==== Source material ====

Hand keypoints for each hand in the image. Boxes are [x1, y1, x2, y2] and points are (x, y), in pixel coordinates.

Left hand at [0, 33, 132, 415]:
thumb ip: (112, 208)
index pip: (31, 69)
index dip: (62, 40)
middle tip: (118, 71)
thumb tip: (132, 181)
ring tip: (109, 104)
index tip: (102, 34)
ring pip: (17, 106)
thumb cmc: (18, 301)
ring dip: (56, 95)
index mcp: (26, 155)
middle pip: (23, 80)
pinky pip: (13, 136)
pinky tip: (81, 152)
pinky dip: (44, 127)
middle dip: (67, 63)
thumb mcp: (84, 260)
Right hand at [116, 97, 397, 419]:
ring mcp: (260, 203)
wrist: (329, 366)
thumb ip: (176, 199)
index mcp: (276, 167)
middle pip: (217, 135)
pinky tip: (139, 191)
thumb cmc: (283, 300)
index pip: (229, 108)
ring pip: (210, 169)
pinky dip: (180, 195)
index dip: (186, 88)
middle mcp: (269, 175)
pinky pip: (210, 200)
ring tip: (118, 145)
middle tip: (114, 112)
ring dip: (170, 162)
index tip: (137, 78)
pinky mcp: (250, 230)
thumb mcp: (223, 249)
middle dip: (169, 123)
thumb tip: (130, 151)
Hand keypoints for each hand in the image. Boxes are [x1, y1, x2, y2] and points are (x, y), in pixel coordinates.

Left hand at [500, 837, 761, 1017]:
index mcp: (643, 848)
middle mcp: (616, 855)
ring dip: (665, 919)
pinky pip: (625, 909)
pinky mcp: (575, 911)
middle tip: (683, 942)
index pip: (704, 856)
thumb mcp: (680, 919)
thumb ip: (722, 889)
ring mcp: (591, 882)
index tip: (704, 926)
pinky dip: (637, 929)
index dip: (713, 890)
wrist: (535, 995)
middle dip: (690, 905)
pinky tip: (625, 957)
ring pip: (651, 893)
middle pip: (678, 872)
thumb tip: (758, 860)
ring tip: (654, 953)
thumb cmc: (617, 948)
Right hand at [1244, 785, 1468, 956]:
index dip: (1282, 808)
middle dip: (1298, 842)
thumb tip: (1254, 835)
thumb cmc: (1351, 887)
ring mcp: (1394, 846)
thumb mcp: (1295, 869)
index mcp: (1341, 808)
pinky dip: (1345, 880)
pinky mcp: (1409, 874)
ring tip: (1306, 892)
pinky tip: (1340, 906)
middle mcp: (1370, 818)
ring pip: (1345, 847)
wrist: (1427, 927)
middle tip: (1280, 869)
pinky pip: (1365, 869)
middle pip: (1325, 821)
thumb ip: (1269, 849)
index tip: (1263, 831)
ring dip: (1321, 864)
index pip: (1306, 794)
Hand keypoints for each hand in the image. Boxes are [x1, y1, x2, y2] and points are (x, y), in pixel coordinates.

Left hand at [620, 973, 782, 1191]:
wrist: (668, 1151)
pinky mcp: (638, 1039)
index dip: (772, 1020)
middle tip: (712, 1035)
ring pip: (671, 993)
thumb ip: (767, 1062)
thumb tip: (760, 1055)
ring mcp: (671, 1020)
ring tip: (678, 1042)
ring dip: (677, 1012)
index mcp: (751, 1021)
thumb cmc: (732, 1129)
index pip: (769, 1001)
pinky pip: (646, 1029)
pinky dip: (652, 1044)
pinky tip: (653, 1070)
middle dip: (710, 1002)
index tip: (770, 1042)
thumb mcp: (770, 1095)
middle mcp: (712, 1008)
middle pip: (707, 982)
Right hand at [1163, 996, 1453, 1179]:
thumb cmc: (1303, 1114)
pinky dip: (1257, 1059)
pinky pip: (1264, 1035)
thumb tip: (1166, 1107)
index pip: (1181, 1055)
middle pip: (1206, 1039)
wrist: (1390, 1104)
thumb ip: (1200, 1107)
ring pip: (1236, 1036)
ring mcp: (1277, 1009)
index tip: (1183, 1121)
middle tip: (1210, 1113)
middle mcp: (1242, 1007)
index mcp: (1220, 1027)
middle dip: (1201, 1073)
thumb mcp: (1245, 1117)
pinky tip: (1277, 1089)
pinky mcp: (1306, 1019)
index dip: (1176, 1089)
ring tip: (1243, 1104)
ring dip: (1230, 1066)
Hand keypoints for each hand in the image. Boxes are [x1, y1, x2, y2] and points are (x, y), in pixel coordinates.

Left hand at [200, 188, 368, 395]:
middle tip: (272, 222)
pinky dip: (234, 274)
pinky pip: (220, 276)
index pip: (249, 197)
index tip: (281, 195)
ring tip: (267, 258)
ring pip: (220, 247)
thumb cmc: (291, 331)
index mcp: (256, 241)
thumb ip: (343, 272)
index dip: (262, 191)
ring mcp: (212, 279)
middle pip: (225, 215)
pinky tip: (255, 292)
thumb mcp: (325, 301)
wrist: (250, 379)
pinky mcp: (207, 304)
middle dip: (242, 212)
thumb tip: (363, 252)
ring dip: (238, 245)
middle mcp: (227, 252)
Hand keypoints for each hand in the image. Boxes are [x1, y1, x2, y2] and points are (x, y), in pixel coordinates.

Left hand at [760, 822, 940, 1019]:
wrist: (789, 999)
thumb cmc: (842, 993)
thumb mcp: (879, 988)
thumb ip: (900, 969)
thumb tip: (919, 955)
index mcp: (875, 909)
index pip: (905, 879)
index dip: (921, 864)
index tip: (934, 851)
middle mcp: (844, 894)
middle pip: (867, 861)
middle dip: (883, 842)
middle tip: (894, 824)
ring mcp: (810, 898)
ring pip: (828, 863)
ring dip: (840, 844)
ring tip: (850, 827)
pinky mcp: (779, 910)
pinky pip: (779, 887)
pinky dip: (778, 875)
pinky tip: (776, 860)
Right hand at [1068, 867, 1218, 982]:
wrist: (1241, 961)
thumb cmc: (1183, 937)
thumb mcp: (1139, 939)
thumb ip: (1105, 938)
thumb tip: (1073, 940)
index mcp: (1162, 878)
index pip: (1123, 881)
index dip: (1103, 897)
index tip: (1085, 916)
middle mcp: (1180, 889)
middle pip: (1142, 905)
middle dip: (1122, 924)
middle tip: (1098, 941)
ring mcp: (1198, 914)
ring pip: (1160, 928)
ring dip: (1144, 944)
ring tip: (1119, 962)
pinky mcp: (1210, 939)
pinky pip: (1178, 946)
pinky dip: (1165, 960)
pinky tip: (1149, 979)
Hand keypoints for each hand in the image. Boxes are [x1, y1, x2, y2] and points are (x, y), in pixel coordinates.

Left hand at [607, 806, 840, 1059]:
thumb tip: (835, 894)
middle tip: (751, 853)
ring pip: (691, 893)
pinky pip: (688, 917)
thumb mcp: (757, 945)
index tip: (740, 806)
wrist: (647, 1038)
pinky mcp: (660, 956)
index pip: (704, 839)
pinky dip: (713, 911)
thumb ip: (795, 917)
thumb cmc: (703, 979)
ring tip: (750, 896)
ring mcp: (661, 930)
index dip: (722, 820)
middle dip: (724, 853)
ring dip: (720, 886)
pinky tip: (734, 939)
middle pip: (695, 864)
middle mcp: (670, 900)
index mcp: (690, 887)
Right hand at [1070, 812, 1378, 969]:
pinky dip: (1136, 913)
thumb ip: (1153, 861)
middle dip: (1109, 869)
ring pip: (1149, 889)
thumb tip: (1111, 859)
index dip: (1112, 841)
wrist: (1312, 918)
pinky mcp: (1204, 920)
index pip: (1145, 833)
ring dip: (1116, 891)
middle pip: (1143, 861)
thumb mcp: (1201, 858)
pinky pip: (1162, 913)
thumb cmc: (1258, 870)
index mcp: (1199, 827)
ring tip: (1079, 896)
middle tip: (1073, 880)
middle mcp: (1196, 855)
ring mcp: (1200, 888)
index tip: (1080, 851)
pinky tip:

====

Task to carry out: Copy the records exactly.

Response to the task:
Hand keypoints for each hand in the image. Boxes are [x1, y1, x2, y2] and points are (x, y), in pixel coordinates.

Left hand at [0, 33, 132, 415]:
thumb ip: (112, 208)
index pip: (31, 69)
index dip: (62, 40)
middle tip: (118, 71)
thumb tip: (132, 181)
ring tip: (109, 104)
index tip: (102, 34)
ring pip: (17, 106)
thumb cmc: (18, 301)
ring dip: (56, 95)
index mcp: (26, 155)
middle pip: (23, 80)
pinky pip: (13, 136)
pinky tip: (81, 152)
pinky dip: (44, 127)
middle dip: (67, 63)
thumb mcp: (84, 260)
Right hand at [116, 97, 397, 419]:
ring mcp: (260, 203)
wrist: (329, 366)
thumb ip: (176, 199)
index mcp: (276, 167)
middle pip: (217, 135)
pinky tip: (139, 191)
thumb cmc: (283, 300)
index pip: (229, 108)
ring pip: (210, 169)
pinky dip: (180, 195)
index dip: (186, 88)
middle mcp: (269, 175)
pinky pip: (210, 200)
ring tip: (118, 145)
middle tip: (114, 112)
ring dip: (170, 162)
index tip: (137, 78)
pinky mcp: (250, 230)
thumb mcp: (223, 249)
middle dip: (169, 123)
thumb tip: (130, 151)
Hand keypoints for each hand in the image. Boxes are [x1, y1, x2, y2] and points are (x, y), in pixel coordinates.

Left hand at [500, 837, 761, 1017]:
index mcp: (643, 848)
middle mcp: (616, 855)
ring dip: (665, 919)
pinky pip: (625, 909)
pinky mcp: (575, 911)
middle tip: (683, 942)
index pip: (704, 856)
thumb mcp: (680, 919)
thumb ip: (722, 889)
ring mcp: (591, 882)
index tip: (704, 926)
pinky dip: (637, 929)
index dip: (713, 890)
wrist: (535, 995)
middle dip: (690, 905)
pinky tip: (625, 957)
ring pip: (651, 893)
middle pip: (678, 872)
thumb tip: (758, 860)
ring tip: (654, 953)
thumb cmc: (617, 948)
Right hand at [1244, 785, 1468, 956]:
index dip: (1282, 808)
middle dip: (1298, 842)
thumb tip: (1254, 835)
thumb cmc: (1351, 887)
ring mcp: (1394, 846)
thumb mcp: (1295, 869)
index mcp: (1341, 808)
pinky dip: (1345, 880)
pinky mcp: (1409, 874)
ring tip: (1306, 892)
pinky tip: (1340, 906)
middle mcp: (1370, 818)
ring pip: (1345, 847)
wrist: (1427, 927)
middle tip: (1280, 869)
pinky pip: (1365, 869)
middle pip: (1325, 821)
thumb ip: (1269, 849)
index tip: (1263, 831)
ring dip: (1321, 864)
index pip: (1306, 794)
Hand keypoints for each hand in the image. Boxes are [x1, y1, x2, y2] and points are (x, y), in pixel coordinates.

Left hand at [620, 973, 782, 1191]:
wrist: (668, 1151)
pinky mcp: (638, 1039)
index dip: (772, 1020)
middle tip: (712, 1035)
ring pip: (671, 993)
thumb ip: (767, 1062)
thumb tip: (760, 1055)
ring mcp: (671, 1020)
ring tip: (678, 1042)
ring dip: (677, 1012)
index mcp: (751, 1021)
thumb cmc: (732, 1129)
index pip: (769, 1001)
pinky pip: (646, 1029)
pinky dip: (652, 1044)
pinky tip: (653, 1070)
middle dip: (710, 1002)
index tip: (770, 1042)
thumb mcp: (770, 1095)
middle mcp: (712, 1008)
middle pip: (707, 982)
Right hand at [1163, 996, 1453, 1179]:
thumb cmc: (1303, 1114)
pinky dip: (1257, 1059)
pinky pip: (1264, 1035)
thumb tip: (1166, 1107)
index pip: (1181, 1055)
middle pip: (1206, 1039)
wrist: (1390, 1104)
thumb ip: (1200, 1107)
ring pip: (1236, 1036)
ring mcp: (1277, 1009)
index tip: (1183, 1121)
middle tip: (1210, 1113)
middle mcp: (1242, 1007)
index mcp: (1220, 1027)
middle dip: (1201, 1073)
thumb mcp: (1245, 1117)
pinky tip: (1277, 1089)
pinky mcp: (1306, 1019)
index dip: (1176, 1089)
ring tip: (1243, 1104)
ring dip: (1230, 1066)
Hand keypoints for each hand in the image. Boxes are [x1, y1, x2, y2] and points are (x, y), in pixel coordinates.

Left hand at [200, 188, 368, 395]:
middle tip: (272, 222)
pinky dip: (234, 274)
pinky pip: (220, 276)
index pip: (249, 197)
index tip: (281, 195)
ring tip: (267, 258)
ring pip: (220, 247)
thumb cmc: (291, 331)
index mcp: (256, 241)
thumb ip: (343, 272)
index dip: (262, 191)
ring mcp: (212, 279)
middle pip: (225, 215)
pinky tip: (255, 292)
thumb mcp: (325, 301)
wrist: (250, 379)
pinky mcp: (207, 304)
middle dip: (242, 212)
thumb tip: (363, 252)
ring dip: (238, 245)
middle mcp: (227, 252)
Hand keypoints for each hand in the image. Boxes are [x1, y1, x2, y2] and points are (x, y), in pixel coordinates.

Left hand at [760, 822, 940, 1019]:
wrist: (789, 999)
thumb cmc: (842, 993)
thumb mcp: (879, 988)
thumb ip: (900, 969)
thumb tip: (919, 955)
index mcp: (875, 909)
index pip: (905, 879)
index dip: (921, 864)
index tip: (934, 851)
middle mcp: (844, 894)
middle pip: (867, 861)
middle dip: (883, 842)
middle tip: (894, 824)
ring mcp: (810, 898)
ring pip: (828, 863)
ring dip: (840, 844)
ring tip: (850, 827)
pinky mcp: (779, 910)
pinky pip: (779, 887)
pinky dip: (778, 875)
pinky tip: (776, 860)
Right hand at [1068, 867, 1218, 982]:
wrist: (1241, 961)
thumb cmc: (1183, 937)
thumb mcp: (1139, 939)
thumb ip: (1105, 938)
thumb tip: (1073, 940)
index mcp: (1162, 878)
index pip: (1123, 881)
index dip: (1103, 897)
index tip: (1085, 916)
middle mcp: (1180, 889)
middle pip: (1142, 905)
middle dip: (1122, 924)
middle tip: (1098, 941)
ring mcp: (1198, 914)
ring pip: (1160, 928)
ring dip: (1144, 944)
ring tip: (1119, 962)
pinky mcp: (1210, 939)
pinky pip: (1178, 946)
pinky dip: (1165, 960)
pinky tip: (1149, 979)
Hand keypoints for each hand in the image. Boxes are [x1, y1, x2, y2] and points are (x, y), in pixel coordinates.

Left hand at [607, 806, 840, 1059]:
thumb tip: (835, 894)
middle tip: (751, 853)
ring pip: (691, 893)
pinky pip: (688, 917)
thumb mcp: (757, 945)
index tip: (740, 806)
wrist: (647, 1038)
pinky mcp: (660, 956)
index pip: (704, 839)
pinky dip: (713, 911)
thumb ip: (795, 917)
thumb cmc: (703, 979)
ring tip: (750, 896)
ring mcp: (661, 930)
index dip: (722, 820)
middle dip: (724, 853)
ring dip: (720, 886)
pinky tip: (734, 939)
middle pip: (695, 864)
middle mcp: (670, 900)
index mcp: (690, 887)
Right hand at [1070, 812, 1378, 969]:
pinky dip: (1136, 913)
thumb ip: (1153, 861)
middle dip: (1109, 869)
ring pip: (1149, 889)
thumb tip: (1111, 859)
index dip: (1112, 841)
wrist: (1312, 918)
pinky mcp: (1204, 920)
index pip: (1145, 833)
ring dip: (1116, 891)
middle pip: (1143, 861)
thumb mcp: (1201, 858)
pinky pip: (1162, 913)
thumb cmc: (1258, 870)
index mcp: (1199, 827)
ring tip: (1079, 896)
middle tip: (1073, 880)
middle mcp: (1196, 855)
ring mcp: (1200, 888)
index tip: (1080, 851)
pinky tip:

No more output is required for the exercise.